EXCERPTED DATA:
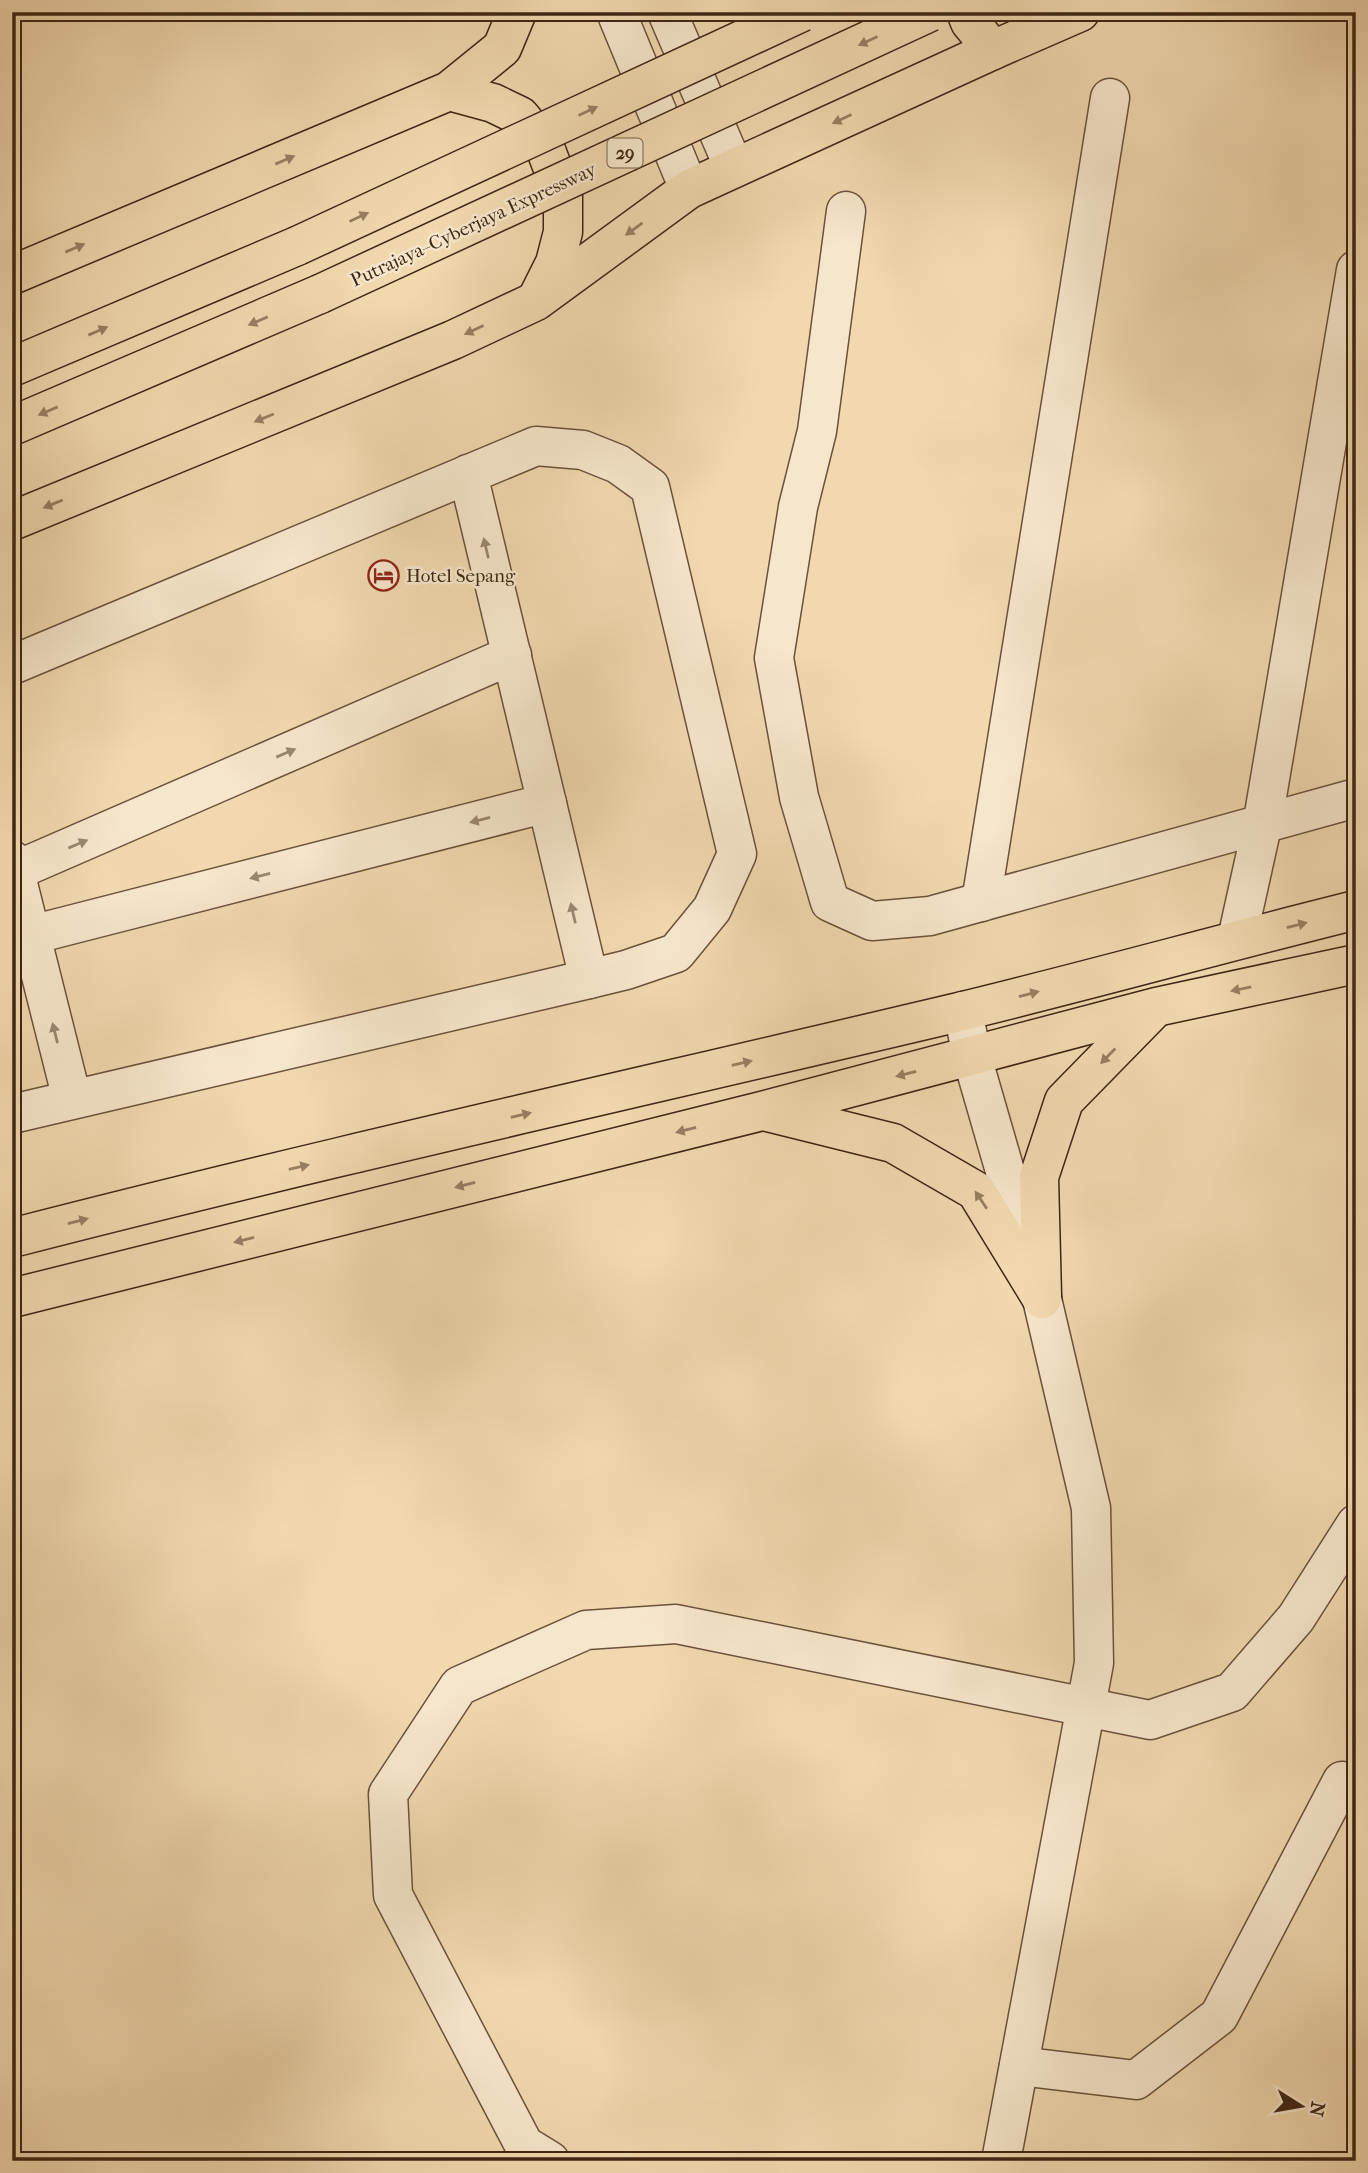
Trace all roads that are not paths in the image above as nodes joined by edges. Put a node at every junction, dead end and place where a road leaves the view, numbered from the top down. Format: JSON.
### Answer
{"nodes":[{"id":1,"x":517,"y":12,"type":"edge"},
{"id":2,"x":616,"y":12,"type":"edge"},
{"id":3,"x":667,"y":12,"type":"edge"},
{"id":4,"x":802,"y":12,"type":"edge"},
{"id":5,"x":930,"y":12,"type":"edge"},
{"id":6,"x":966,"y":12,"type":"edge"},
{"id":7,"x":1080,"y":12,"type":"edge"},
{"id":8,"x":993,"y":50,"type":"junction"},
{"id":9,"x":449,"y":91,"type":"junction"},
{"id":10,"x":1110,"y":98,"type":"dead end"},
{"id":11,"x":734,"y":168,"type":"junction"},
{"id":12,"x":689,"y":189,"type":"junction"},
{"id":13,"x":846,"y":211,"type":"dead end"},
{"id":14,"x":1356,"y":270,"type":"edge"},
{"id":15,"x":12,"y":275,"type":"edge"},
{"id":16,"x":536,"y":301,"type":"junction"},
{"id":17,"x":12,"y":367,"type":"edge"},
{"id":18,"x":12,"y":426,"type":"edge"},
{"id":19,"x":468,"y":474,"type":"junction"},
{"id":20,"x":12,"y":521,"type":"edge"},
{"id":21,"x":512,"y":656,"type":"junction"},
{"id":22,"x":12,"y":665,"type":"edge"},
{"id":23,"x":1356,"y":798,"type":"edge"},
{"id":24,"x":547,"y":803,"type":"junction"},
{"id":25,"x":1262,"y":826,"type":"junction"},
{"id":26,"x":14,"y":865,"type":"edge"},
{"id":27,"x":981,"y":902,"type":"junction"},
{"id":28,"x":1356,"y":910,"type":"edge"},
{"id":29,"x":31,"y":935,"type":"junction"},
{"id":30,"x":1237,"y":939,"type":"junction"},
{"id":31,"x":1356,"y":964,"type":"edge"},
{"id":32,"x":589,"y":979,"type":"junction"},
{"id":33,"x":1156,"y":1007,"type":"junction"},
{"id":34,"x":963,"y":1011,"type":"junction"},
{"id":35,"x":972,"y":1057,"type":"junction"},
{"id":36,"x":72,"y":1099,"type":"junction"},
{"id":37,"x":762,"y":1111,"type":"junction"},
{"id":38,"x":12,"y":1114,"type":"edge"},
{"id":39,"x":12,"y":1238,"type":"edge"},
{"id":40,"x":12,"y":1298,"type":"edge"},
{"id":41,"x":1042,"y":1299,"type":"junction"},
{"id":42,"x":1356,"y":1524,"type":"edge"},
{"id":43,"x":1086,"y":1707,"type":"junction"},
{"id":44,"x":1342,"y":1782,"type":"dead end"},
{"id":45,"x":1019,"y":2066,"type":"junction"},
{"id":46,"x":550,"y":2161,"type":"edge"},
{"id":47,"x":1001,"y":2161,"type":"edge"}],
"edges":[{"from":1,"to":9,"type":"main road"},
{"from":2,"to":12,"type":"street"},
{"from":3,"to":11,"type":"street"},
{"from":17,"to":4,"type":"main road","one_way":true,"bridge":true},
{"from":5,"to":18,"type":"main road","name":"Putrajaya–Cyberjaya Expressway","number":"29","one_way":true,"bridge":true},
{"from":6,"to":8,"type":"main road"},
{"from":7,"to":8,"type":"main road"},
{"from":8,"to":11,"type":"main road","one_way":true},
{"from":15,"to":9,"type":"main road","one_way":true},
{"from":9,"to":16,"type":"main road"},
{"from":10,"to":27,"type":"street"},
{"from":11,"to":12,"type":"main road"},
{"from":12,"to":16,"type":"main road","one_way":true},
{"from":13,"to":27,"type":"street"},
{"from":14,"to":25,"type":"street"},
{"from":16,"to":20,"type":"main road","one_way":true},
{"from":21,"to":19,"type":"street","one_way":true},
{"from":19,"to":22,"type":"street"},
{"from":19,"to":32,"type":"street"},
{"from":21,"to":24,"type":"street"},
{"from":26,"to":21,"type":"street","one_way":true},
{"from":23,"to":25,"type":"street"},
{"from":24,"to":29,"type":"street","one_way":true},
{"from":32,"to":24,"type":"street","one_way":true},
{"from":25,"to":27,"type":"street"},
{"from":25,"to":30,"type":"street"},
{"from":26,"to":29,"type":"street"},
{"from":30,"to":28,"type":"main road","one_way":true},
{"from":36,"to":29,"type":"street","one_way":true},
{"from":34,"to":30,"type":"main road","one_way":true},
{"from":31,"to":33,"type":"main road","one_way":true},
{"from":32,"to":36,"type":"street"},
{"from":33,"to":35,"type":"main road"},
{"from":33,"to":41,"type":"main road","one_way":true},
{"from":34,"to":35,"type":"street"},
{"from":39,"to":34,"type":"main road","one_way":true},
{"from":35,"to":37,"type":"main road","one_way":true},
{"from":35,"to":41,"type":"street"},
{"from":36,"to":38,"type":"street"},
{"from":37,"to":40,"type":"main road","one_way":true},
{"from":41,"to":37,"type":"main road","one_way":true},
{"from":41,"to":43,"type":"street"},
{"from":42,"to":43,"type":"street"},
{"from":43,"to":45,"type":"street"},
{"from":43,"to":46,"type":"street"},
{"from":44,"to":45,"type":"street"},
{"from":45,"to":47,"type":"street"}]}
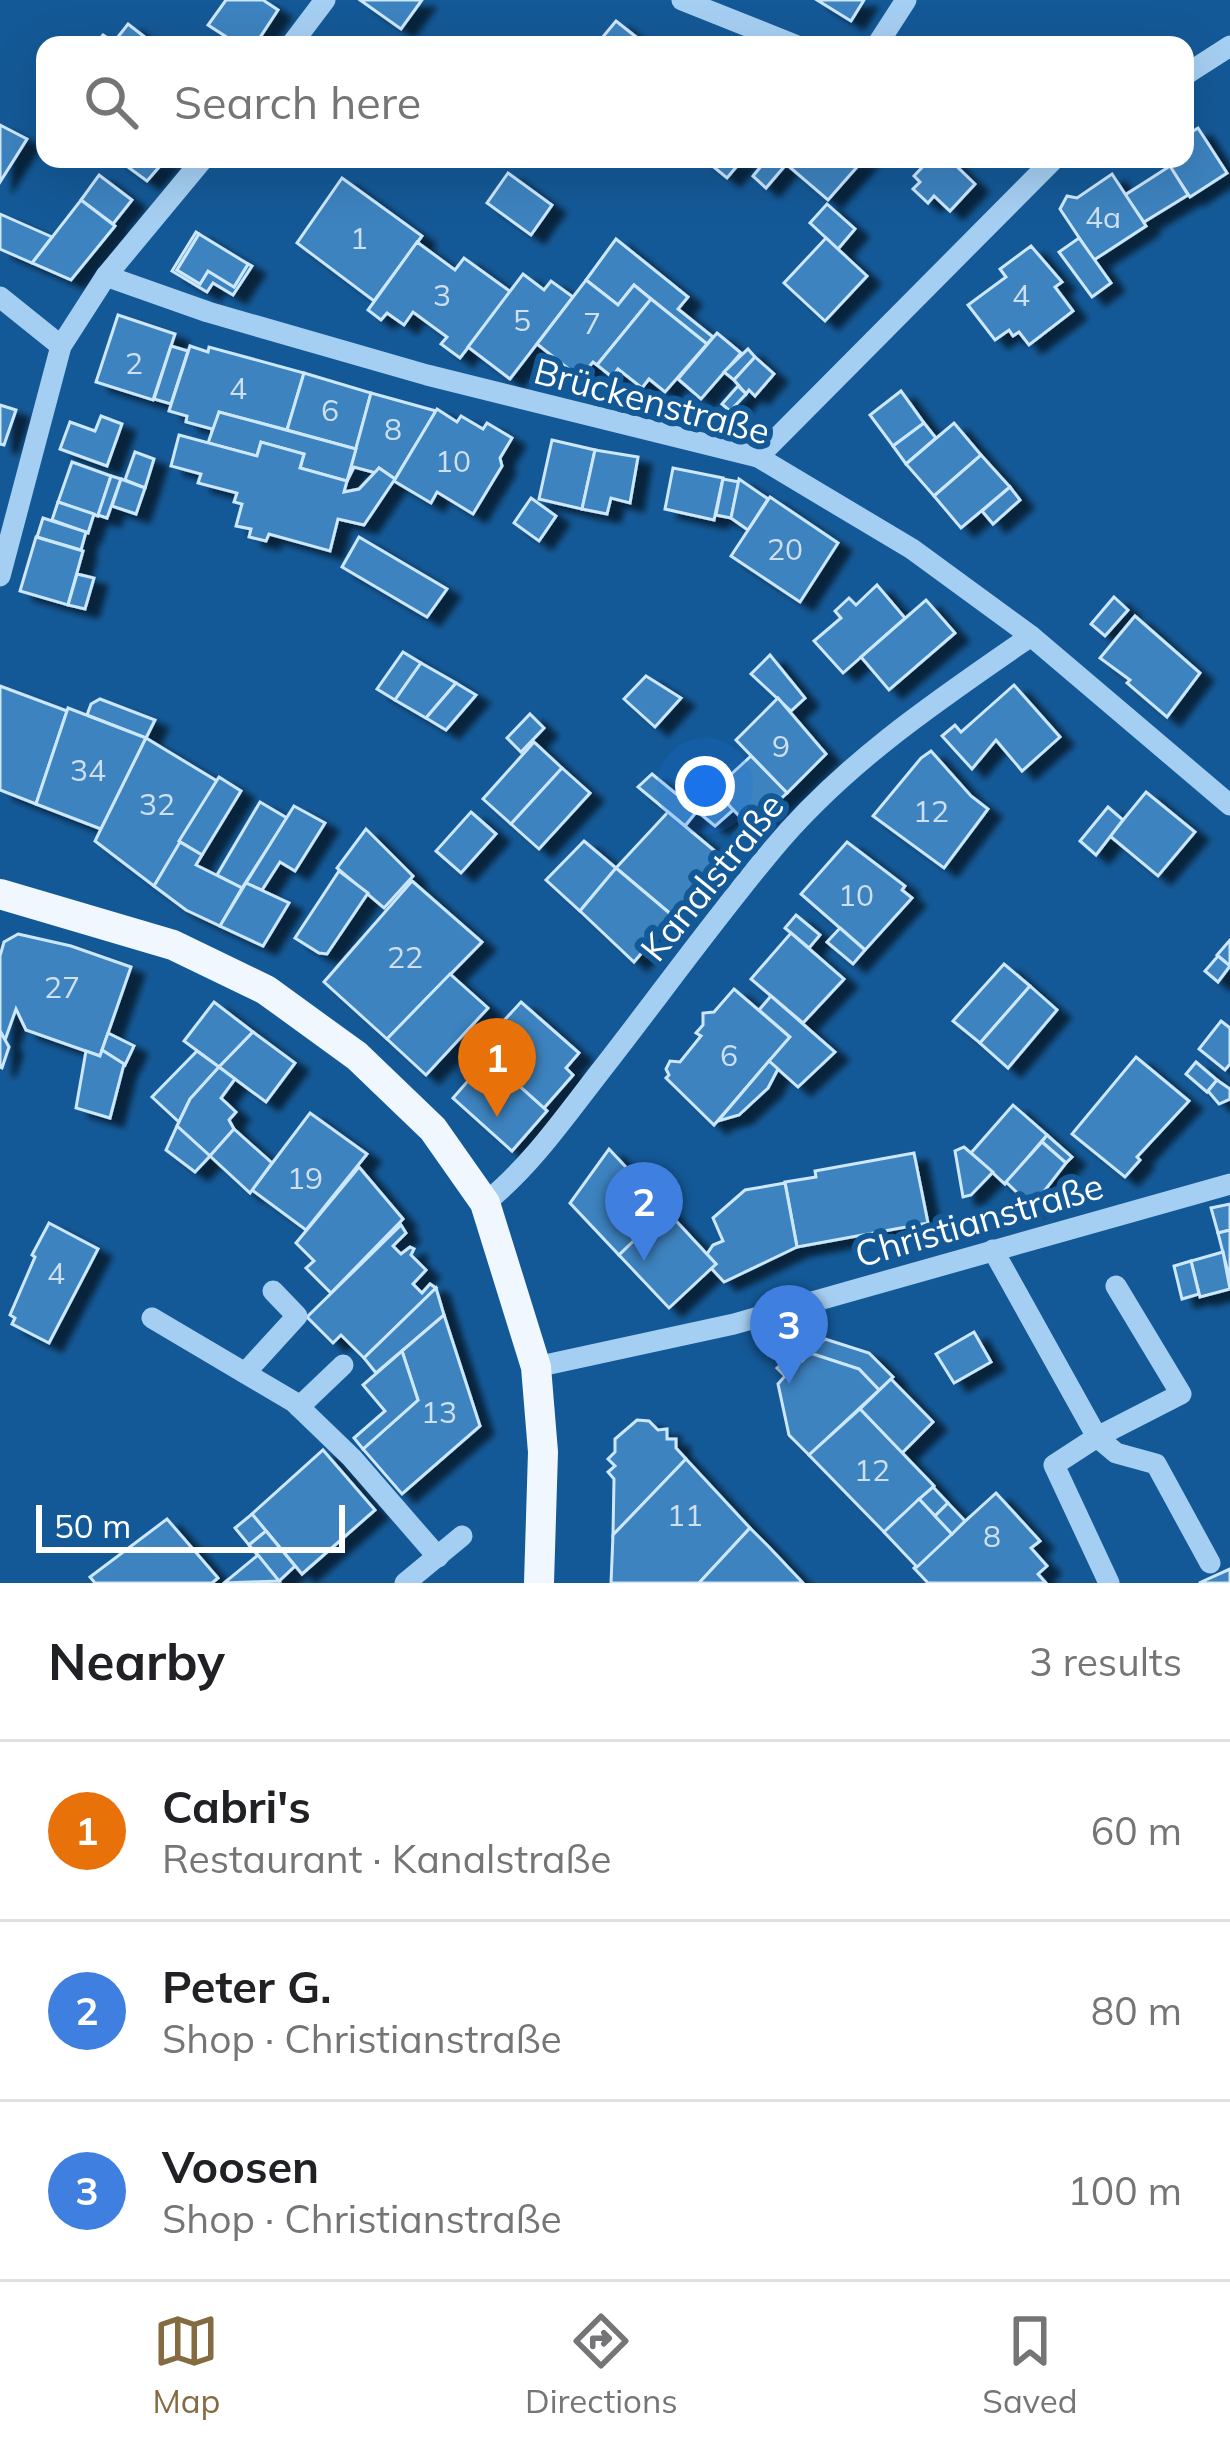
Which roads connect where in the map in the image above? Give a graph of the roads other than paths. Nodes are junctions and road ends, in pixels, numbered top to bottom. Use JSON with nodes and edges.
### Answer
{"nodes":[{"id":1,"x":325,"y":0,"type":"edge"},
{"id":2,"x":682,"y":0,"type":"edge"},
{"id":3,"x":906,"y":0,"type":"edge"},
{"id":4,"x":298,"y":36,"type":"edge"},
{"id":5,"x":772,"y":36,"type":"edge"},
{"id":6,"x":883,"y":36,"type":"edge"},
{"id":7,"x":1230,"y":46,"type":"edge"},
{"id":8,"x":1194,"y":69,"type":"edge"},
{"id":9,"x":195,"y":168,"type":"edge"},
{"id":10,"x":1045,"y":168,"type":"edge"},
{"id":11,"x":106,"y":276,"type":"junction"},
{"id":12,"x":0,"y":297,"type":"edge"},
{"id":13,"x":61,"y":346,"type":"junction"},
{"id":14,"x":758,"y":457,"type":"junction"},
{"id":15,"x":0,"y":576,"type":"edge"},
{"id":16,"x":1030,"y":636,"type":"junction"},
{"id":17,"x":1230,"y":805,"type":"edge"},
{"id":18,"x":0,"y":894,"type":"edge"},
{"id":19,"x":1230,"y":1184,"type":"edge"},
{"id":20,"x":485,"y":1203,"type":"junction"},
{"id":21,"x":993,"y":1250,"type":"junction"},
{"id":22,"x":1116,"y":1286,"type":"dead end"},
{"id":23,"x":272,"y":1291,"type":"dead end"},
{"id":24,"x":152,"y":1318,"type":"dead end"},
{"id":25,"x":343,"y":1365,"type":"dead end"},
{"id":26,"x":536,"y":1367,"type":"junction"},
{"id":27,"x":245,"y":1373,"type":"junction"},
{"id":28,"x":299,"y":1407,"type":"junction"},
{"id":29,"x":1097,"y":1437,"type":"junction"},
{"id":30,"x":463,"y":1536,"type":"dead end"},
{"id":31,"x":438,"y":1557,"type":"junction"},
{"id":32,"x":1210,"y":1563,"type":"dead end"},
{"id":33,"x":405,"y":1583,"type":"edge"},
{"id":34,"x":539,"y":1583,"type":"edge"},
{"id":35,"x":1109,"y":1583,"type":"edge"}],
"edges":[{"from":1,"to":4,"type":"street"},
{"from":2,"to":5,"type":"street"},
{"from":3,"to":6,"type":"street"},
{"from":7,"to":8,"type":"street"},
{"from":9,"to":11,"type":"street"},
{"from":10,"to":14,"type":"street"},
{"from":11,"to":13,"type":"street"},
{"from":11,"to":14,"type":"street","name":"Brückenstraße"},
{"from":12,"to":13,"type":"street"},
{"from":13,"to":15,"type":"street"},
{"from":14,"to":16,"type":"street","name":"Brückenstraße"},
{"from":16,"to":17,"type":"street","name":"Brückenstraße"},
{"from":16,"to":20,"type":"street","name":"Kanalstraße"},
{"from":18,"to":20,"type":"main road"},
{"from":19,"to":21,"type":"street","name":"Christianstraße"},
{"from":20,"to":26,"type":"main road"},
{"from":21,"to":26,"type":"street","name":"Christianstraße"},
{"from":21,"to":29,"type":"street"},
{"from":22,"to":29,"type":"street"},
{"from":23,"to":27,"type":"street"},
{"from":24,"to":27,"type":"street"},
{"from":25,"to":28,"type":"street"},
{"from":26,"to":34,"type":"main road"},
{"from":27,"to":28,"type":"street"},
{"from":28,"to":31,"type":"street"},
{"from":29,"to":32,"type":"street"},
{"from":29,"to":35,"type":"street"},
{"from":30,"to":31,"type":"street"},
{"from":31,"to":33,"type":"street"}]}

WHAT IS EXPECTED:
For each line in the records that contains the word "nodes", make a copy.

RESPONSE FOR THIS EXERCISE:
Trace all roads that are not paths in the image above as nodes joined by edges. Put a node at every junction, dead end and place where a road leaves the view, numbered from the top down. Format: JSON.
{"nodes":[{"id":1,"x":517,"y":12,"type":"edge"},
Which roads connect where in the map in the image above? Give a graph of the roads other than paths. Nodes are junctions and road ends, in pixels, numbered top to bottom. Use JSON with nodes and edges.
{"nodes":[{"id":1,"x":325,"y":0,"type":"edge"},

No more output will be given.